Among the entries that follow, some lines contain the word "Royal". Show all of them.

Entries taken from a collection
***
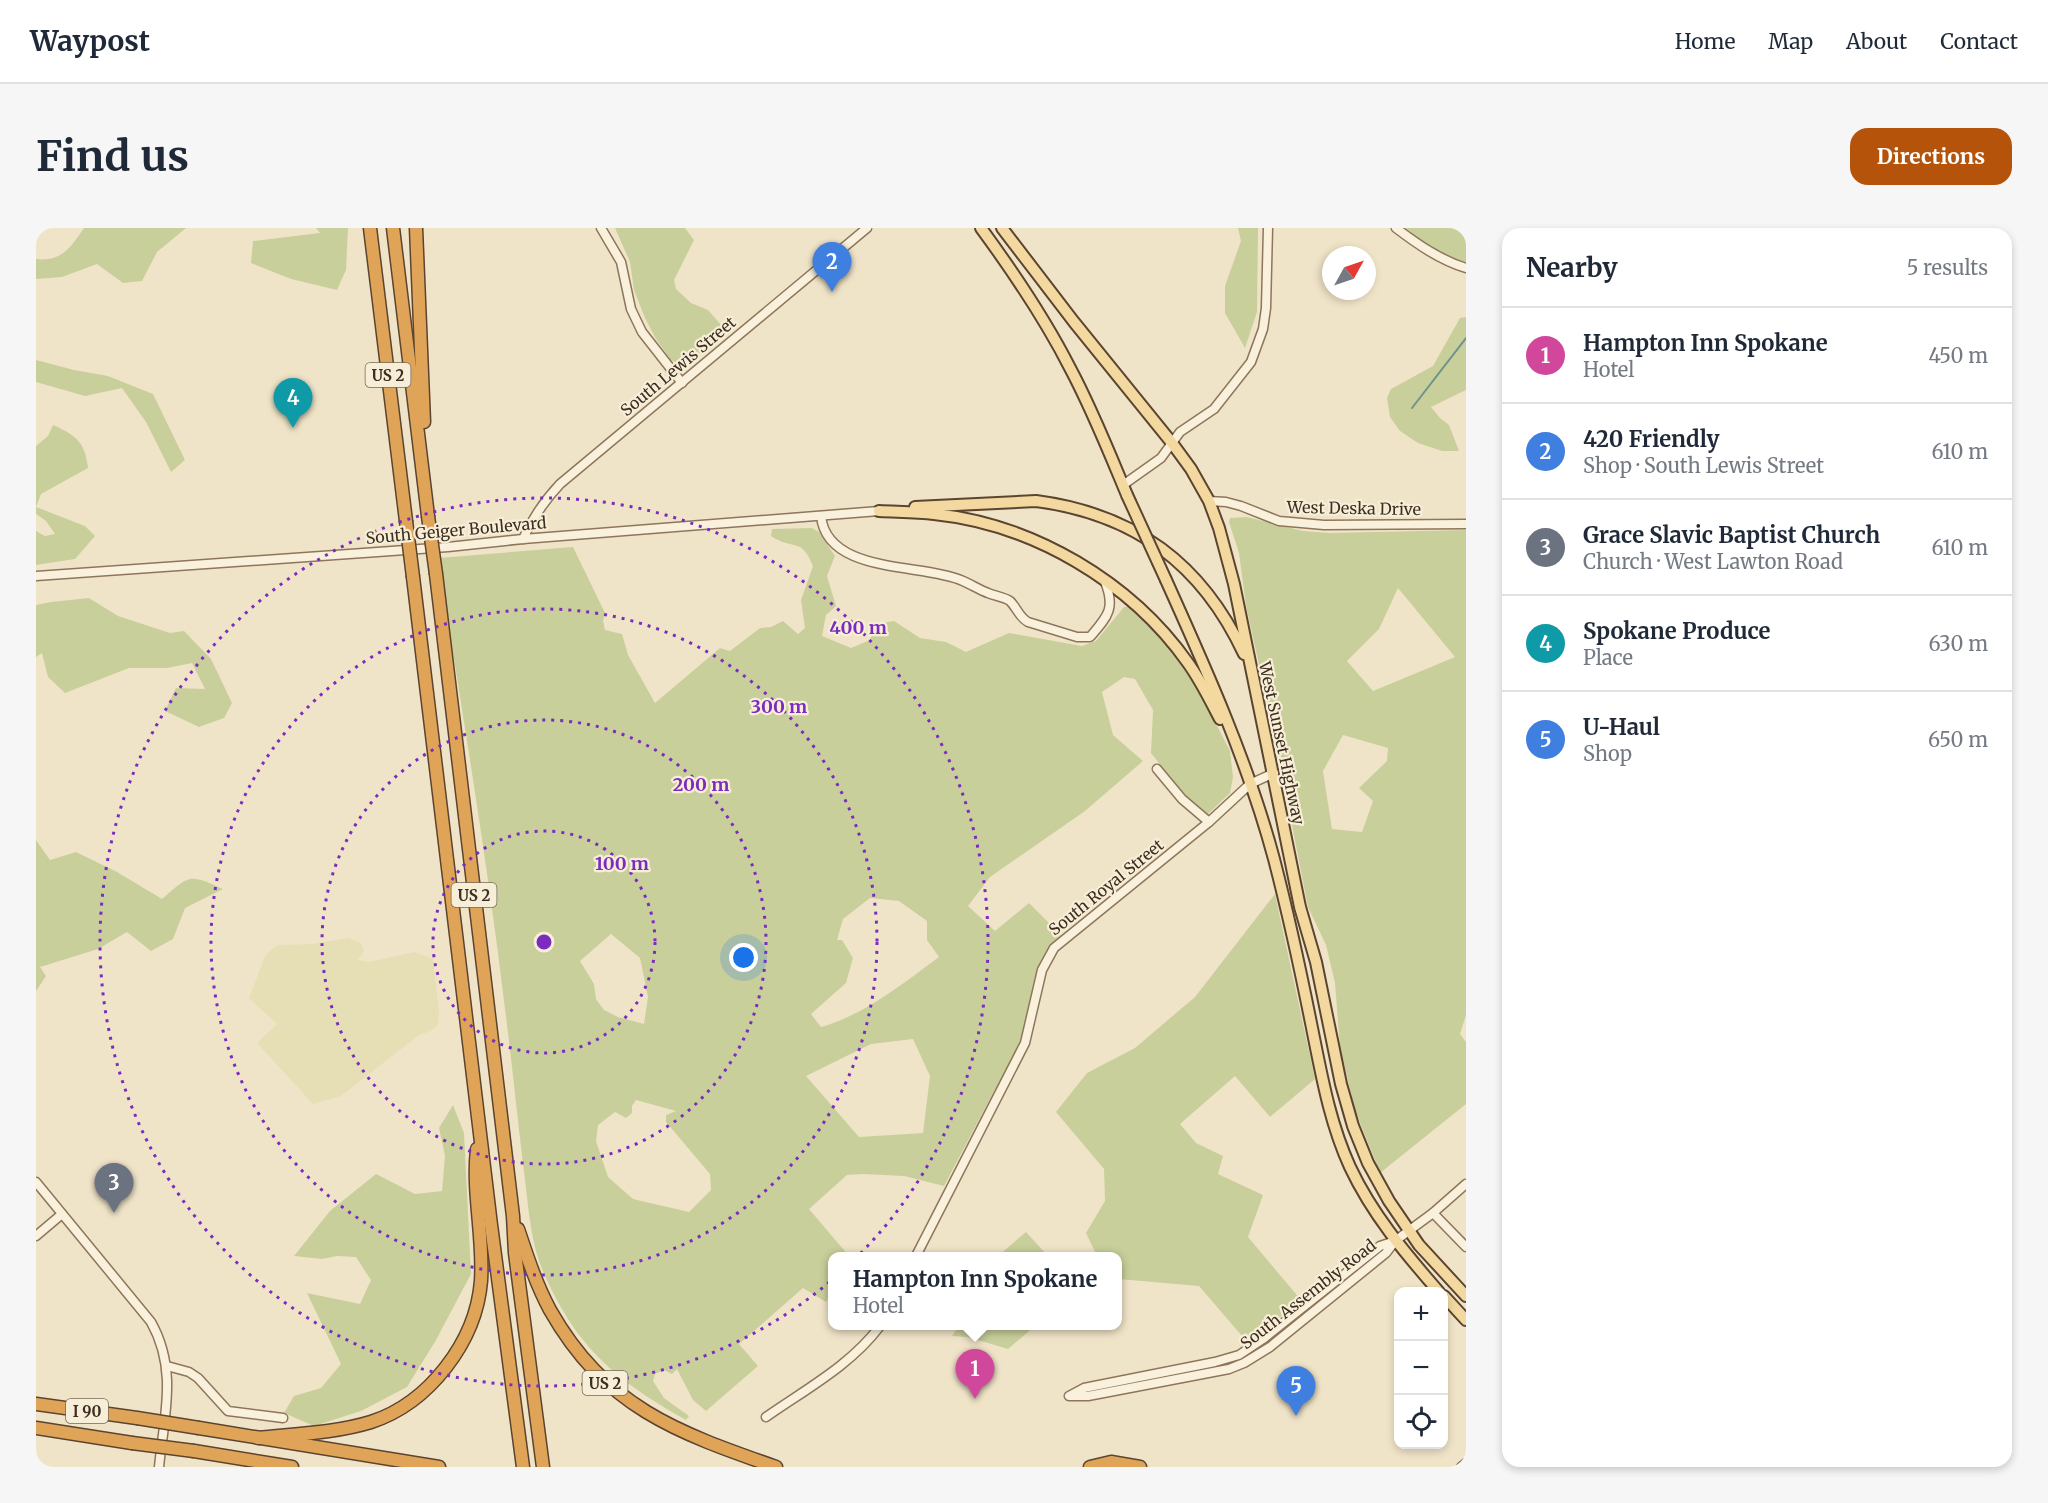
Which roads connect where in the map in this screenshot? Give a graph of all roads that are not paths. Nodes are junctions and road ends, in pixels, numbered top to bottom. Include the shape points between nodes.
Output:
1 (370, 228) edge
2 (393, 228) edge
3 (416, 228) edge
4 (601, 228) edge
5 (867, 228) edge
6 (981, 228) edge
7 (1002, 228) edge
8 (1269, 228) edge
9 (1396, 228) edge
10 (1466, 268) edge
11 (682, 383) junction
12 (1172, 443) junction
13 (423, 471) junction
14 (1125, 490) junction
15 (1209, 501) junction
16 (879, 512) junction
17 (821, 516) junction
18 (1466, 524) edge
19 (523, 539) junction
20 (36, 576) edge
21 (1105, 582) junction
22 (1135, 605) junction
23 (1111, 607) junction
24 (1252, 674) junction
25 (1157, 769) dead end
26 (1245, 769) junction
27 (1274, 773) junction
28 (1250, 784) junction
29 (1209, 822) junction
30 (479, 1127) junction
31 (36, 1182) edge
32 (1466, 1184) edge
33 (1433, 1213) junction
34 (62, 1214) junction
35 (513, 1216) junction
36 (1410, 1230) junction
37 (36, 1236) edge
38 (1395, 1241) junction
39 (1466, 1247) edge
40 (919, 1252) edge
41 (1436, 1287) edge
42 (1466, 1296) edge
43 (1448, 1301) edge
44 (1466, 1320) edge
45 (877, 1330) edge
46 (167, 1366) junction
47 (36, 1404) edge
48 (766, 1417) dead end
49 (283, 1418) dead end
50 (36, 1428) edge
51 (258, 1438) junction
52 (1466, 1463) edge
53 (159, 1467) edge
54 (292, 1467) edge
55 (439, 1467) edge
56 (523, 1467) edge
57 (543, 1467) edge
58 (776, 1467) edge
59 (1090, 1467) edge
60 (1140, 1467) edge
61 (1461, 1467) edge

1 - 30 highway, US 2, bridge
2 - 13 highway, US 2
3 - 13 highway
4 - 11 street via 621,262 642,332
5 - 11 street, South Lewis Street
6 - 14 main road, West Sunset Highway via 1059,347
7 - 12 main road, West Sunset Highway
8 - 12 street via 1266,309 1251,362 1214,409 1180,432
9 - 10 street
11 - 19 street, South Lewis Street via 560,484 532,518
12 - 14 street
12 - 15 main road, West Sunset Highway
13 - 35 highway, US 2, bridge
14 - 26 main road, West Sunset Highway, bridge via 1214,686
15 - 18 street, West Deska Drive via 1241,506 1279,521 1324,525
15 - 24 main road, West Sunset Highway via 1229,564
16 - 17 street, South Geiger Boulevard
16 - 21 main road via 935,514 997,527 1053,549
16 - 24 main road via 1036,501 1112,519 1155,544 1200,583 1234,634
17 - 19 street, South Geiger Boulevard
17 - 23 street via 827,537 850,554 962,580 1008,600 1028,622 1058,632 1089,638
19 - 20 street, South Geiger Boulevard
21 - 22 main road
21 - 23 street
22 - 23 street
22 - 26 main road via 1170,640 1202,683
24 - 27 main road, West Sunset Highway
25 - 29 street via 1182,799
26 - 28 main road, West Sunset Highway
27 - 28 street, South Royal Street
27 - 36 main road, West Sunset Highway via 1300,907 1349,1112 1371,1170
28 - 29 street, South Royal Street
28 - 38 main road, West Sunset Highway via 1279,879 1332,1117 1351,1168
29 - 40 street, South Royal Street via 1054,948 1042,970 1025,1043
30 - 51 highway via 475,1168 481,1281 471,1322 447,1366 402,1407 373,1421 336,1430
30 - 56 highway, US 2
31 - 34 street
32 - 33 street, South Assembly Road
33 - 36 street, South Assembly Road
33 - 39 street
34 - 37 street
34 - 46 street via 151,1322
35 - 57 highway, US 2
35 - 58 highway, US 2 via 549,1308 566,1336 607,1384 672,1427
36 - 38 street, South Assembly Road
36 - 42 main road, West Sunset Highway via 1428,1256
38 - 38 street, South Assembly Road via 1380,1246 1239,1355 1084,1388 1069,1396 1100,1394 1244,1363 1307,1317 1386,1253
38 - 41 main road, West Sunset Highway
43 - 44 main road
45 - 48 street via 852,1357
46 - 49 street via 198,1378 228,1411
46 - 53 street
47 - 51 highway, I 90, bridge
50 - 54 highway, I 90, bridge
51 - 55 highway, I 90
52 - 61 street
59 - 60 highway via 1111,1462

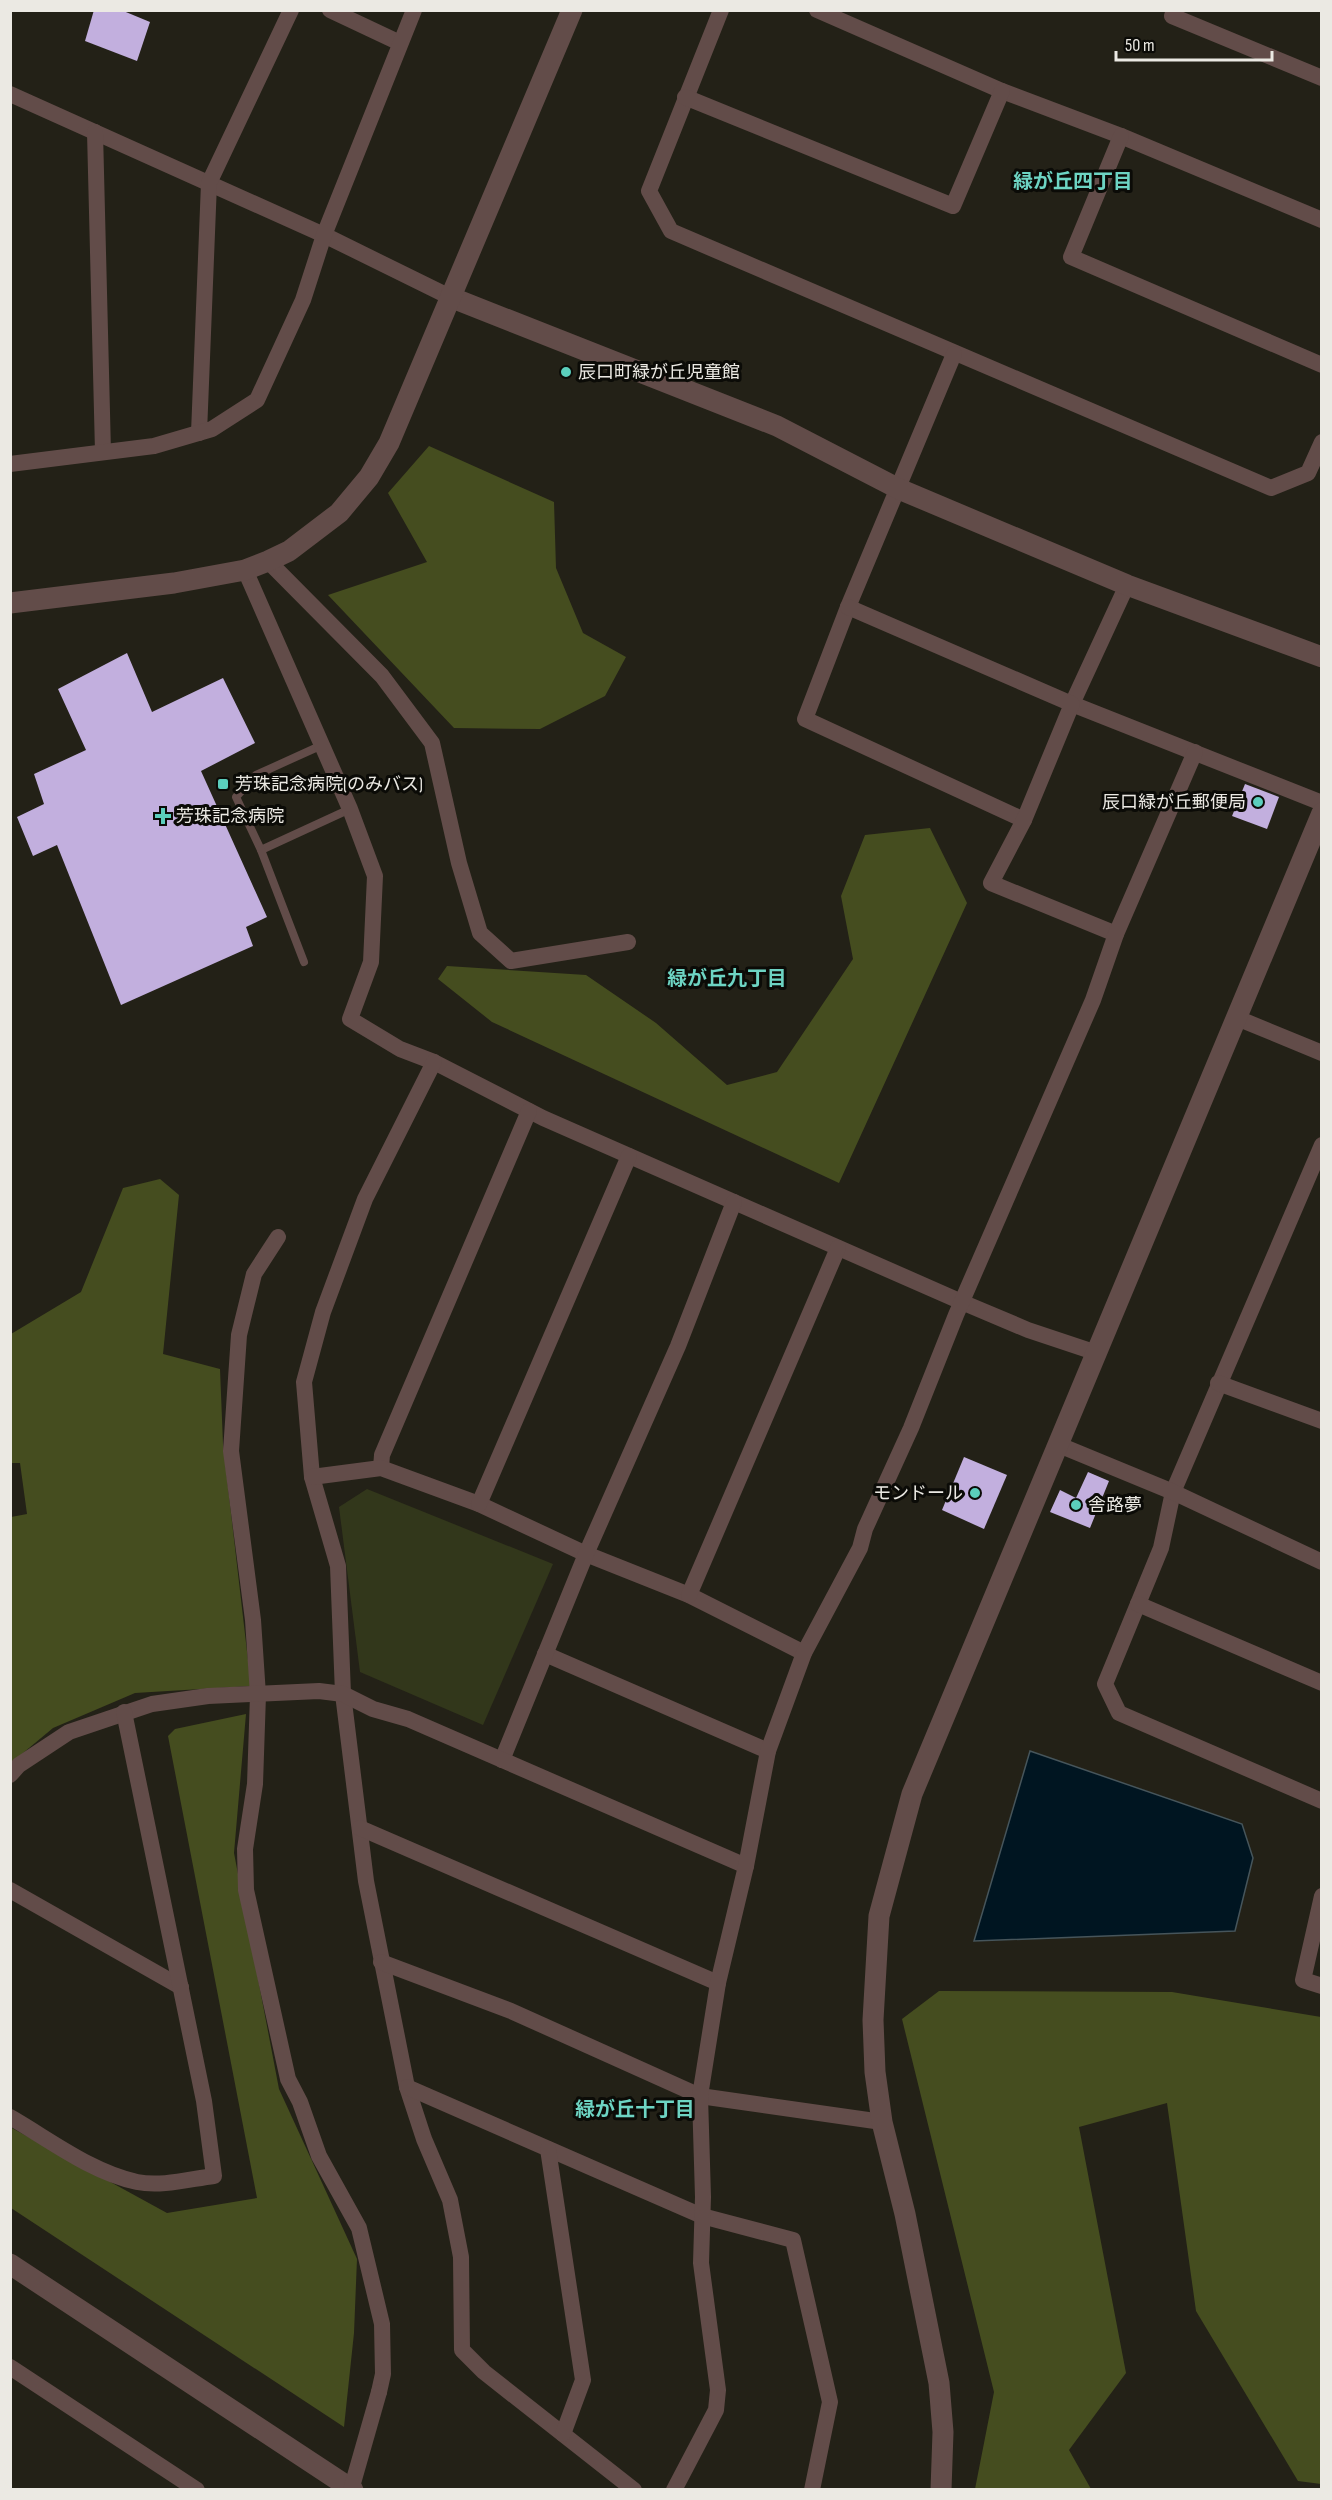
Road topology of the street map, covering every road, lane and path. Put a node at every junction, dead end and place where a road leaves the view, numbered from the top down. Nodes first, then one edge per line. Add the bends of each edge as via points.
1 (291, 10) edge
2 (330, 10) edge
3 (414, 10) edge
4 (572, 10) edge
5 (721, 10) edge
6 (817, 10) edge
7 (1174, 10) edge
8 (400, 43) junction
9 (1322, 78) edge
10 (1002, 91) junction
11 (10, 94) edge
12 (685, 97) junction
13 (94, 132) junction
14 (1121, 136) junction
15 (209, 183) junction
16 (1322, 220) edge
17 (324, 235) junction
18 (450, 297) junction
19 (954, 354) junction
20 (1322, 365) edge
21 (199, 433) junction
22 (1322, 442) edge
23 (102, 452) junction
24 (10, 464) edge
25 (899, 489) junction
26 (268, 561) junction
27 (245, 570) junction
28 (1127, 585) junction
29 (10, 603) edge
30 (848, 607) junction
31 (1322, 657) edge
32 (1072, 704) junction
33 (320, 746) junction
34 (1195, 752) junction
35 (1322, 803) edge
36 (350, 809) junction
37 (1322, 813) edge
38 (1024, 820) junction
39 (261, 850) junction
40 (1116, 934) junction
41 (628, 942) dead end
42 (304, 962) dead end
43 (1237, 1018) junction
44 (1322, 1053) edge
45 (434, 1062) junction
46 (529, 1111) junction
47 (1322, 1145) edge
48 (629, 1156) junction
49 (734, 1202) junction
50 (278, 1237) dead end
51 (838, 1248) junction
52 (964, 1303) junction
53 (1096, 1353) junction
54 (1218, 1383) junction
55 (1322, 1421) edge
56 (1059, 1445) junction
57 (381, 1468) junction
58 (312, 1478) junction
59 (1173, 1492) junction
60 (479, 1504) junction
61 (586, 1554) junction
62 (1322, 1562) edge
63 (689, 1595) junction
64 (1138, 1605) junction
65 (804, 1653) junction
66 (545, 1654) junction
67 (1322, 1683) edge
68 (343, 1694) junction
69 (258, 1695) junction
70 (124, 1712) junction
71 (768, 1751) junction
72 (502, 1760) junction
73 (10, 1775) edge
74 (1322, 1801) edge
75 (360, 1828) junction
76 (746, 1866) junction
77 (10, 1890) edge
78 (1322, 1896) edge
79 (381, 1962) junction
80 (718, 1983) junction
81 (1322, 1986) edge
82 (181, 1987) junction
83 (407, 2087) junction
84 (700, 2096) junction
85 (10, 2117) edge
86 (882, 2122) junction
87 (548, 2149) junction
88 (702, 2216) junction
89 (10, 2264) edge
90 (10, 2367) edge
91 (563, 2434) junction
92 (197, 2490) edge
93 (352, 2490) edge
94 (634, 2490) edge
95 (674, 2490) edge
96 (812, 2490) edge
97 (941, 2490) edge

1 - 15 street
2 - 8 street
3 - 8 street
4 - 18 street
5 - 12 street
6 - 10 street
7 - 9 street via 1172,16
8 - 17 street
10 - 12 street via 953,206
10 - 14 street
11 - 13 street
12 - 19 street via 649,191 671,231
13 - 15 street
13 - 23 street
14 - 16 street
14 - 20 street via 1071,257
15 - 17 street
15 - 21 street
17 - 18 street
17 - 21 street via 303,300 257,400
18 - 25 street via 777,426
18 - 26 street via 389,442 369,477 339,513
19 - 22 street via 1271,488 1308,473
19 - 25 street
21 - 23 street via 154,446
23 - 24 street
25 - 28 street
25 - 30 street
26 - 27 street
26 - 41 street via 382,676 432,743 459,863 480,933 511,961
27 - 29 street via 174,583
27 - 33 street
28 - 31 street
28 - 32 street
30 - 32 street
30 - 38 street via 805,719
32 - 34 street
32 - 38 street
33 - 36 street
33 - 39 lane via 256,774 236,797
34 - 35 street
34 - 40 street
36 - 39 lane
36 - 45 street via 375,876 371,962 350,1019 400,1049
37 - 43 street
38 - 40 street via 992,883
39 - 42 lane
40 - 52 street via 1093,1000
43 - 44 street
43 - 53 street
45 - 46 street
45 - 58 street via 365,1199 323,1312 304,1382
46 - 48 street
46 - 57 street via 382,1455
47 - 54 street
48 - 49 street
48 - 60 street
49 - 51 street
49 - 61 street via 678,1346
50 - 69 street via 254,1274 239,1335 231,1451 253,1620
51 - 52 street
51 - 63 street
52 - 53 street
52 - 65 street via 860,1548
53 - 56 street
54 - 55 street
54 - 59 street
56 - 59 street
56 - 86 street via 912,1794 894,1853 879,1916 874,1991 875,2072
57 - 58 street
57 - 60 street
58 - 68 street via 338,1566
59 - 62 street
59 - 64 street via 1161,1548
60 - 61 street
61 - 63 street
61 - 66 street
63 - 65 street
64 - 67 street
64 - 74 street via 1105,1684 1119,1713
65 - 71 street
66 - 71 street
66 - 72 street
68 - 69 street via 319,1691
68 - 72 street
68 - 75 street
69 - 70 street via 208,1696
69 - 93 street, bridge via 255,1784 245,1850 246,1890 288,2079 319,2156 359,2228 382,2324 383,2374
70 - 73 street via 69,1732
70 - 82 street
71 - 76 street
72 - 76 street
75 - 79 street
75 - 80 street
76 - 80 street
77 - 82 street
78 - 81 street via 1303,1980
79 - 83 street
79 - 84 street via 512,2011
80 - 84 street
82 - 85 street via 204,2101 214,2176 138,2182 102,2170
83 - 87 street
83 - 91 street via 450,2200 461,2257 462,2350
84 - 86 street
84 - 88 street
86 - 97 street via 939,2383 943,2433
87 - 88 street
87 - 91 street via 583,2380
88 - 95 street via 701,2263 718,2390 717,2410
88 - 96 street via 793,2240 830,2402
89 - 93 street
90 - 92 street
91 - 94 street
***
▸ **Exercise output**
27 - 28 street, South Royal Street
28 - 29 street, South Royal Street
29 - 40 street, South Royal Street via 1054,948 1042,970 1025,1043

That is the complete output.